Distorções penalizam os usuários de renda mais baixa, aponta estudo
O modelo de financiamento do transporte público urbano (TPU) baseado na receita tarifária, adotado pela maioria das cidades brasileiras, apresenta distorções, apontadas em nota técnica do Instituto de Pesquisa Econômica Aplicada (Ipea), de julho de 2013.
Uma delas, conforme o documento, está relacionada à perda de demanda pagante no sistema devido ao aumento do custo da passagem. A nota técnica acrescenta: “Quando esse fato ocorre, e na última dé- cada no Brasil verificou-se esse movimento em função do avanço do transporte individual, o nível da tarifa torna-se cada vez mais alto para compensar a diminuição do número de tarifas pagas, o que induz novas perdas de demanda, retroalimentando o círculo vicioso que se forma em função da dependência das camadas mais carentes da população em relação ao TPU e sua baixa capacidade de pagamento”.

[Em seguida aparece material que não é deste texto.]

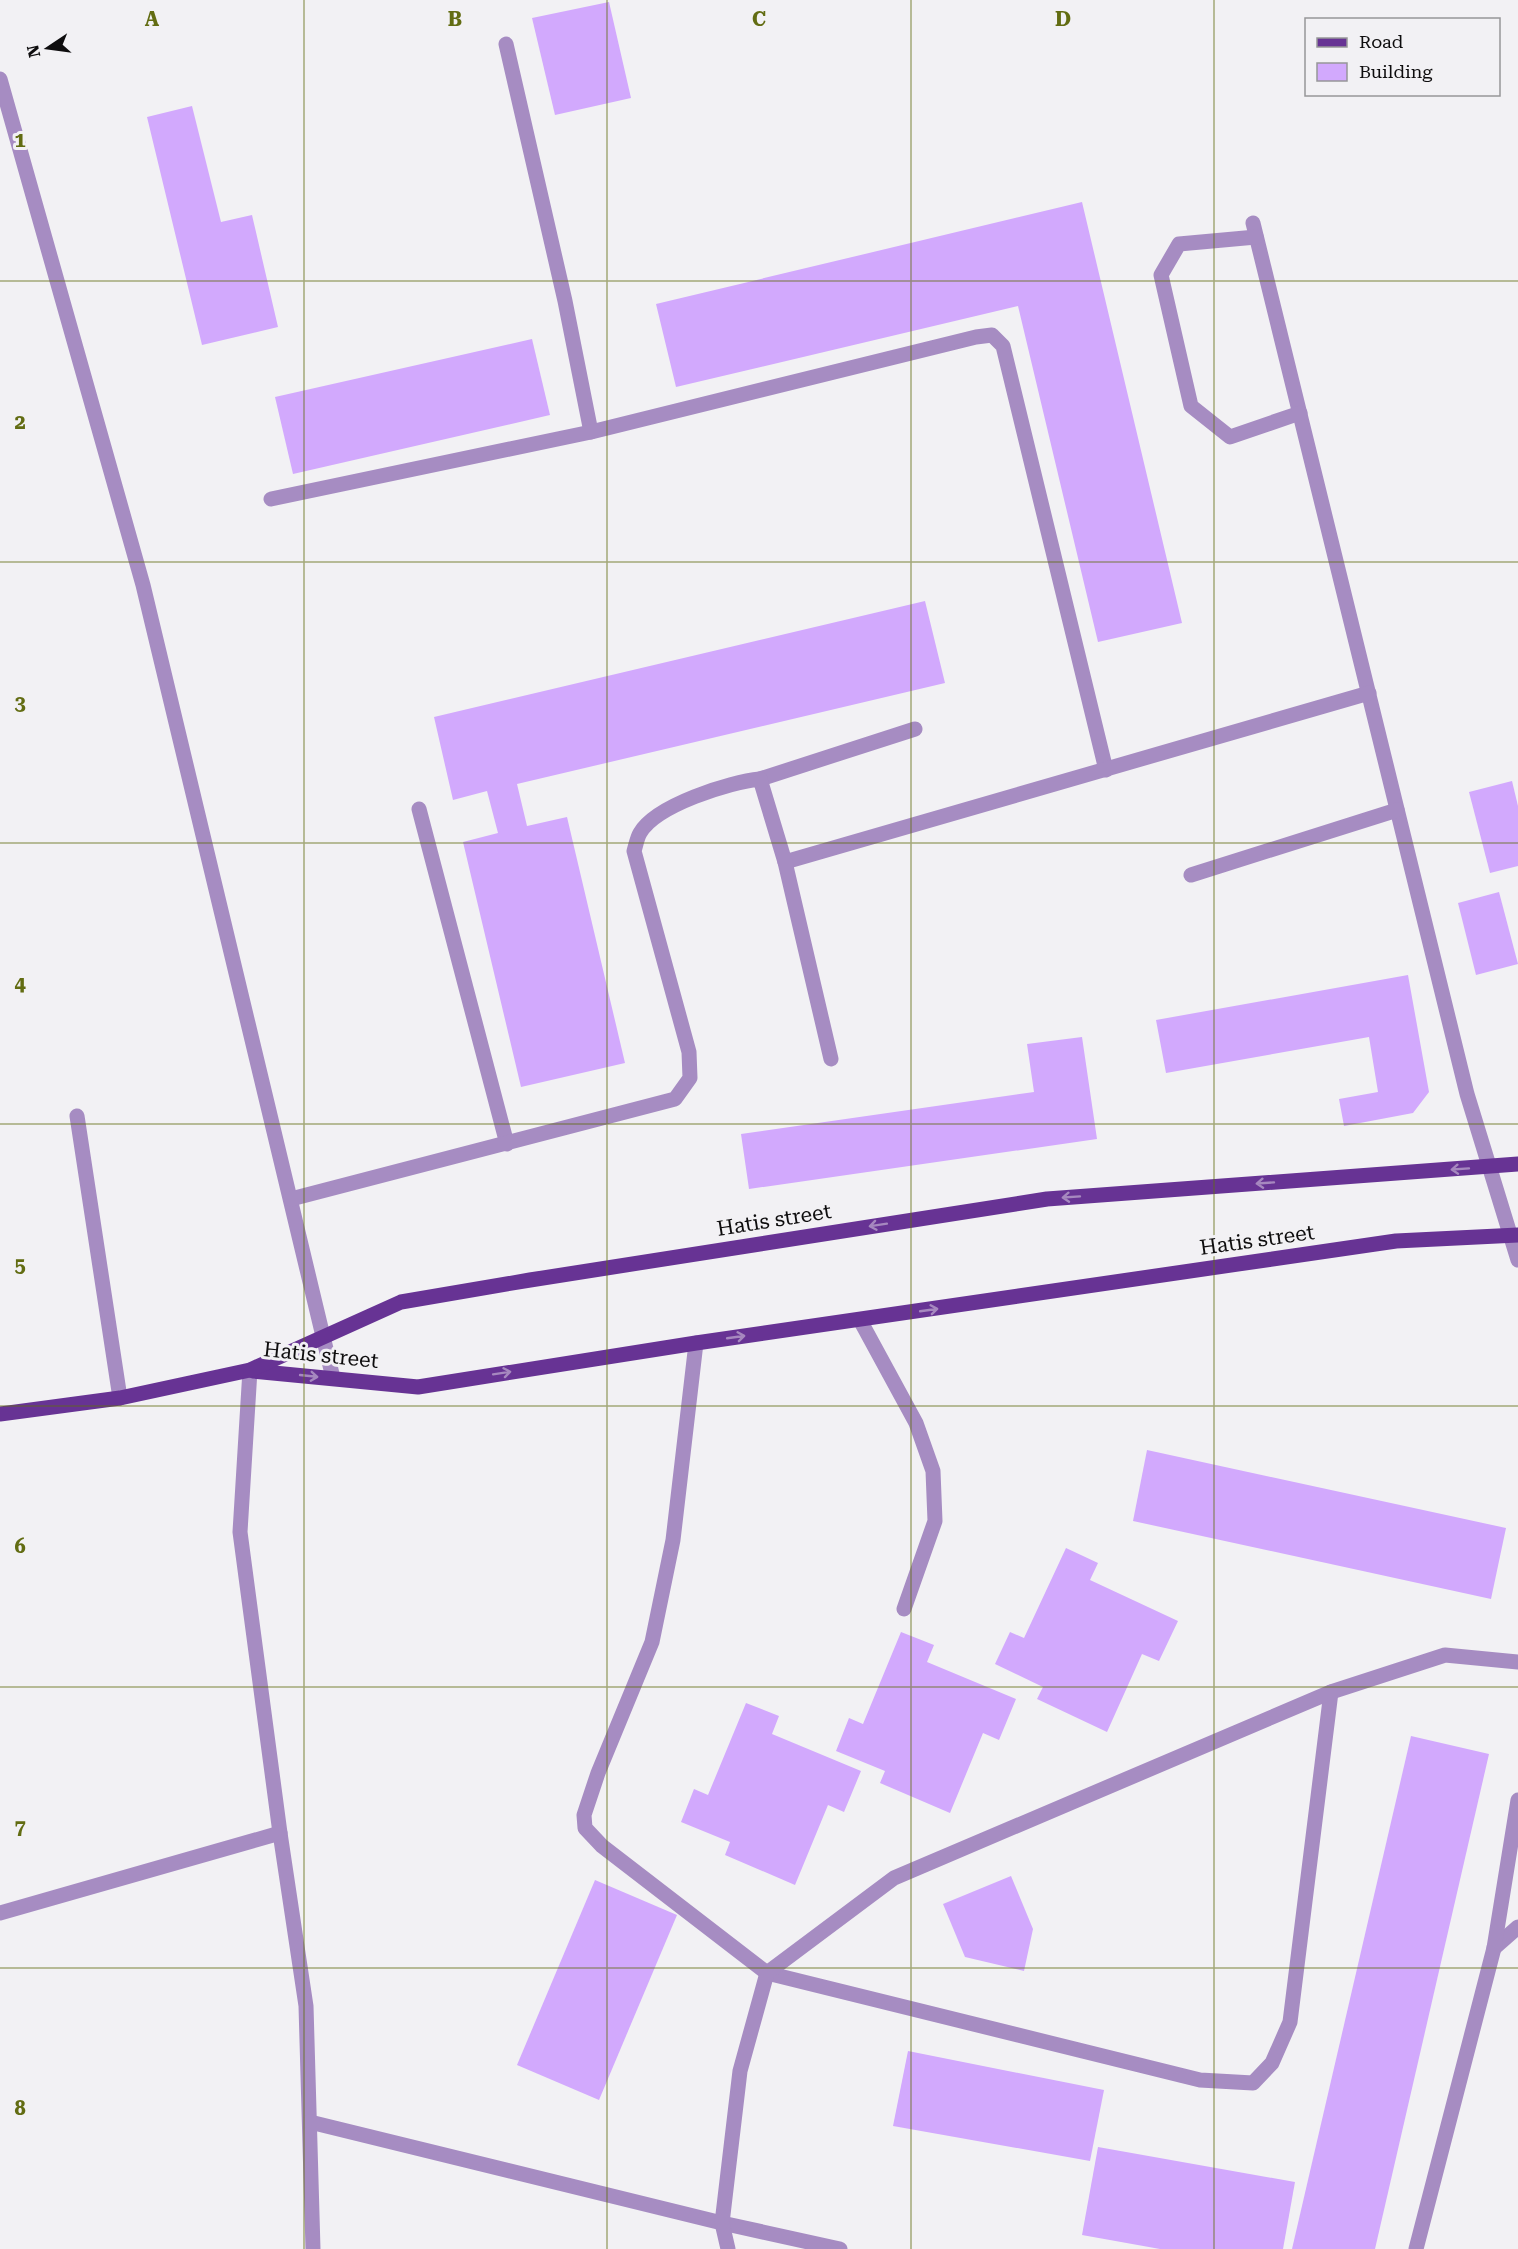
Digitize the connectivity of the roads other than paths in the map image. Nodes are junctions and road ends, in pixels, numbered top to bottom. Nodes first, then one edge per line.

Outra distorção apontada é o subsídio cruzado entre passageiros, quando os pagantes são diretamente sobretaxados ao custear as gratuidades. Conforme a nota, essa situação é mais grave quando os pagantes de menor renda — a maioria dos usuários do transporte público — “arcam com gratuidades concedidas a pessoas pertencentes aos estratos de renda mais altos (estudantes e idosos de alta renda, por exemplo)”.
Segundo o estudo, o usuário que paga integralmente a tarifa destina um percentual desse valor para cobrir os usuários que não pagam ou têm desconto. A Associação Nacional de Empresas de Transportes Urbanos calcula em 20% o impacto médio das gratuidades nas capitais.
Fórmula dos anos 80 divide custo pelo número de pagantes
O modelo criado pela extinta Empresa Brasileira de Planejamento de Transportes (Geipot) nos anos 1980 e ainda hoje adotado pela maioria dos municípios brasileiros considera a tarifa como o rateio do custo total do serviço entre os usuários pagantes.
Para o cálculo, é necessário conhecer os seguintes elementos: número de passageiros transportados, quilometragem percorrida e custo quilométrico, que corresponde à soma de custos variáveis com custos fixos.
Os custos variáveis, que mudam em função da quilometragem percorrida pela frota, são os combustíveis, os lubrificantes, rodagem, peças e acessórios.
Os custos fixos, que independem da quilometragem percorrida, são o custo de capital (depreciação e remuneração), despesas com pessoal e despesas administrativas.
O custo total do serviço corresponde ao custo quilométrico acrescido da taxa de gerenciamento e tributos (como PIS, Cofins, ISS e ICMS).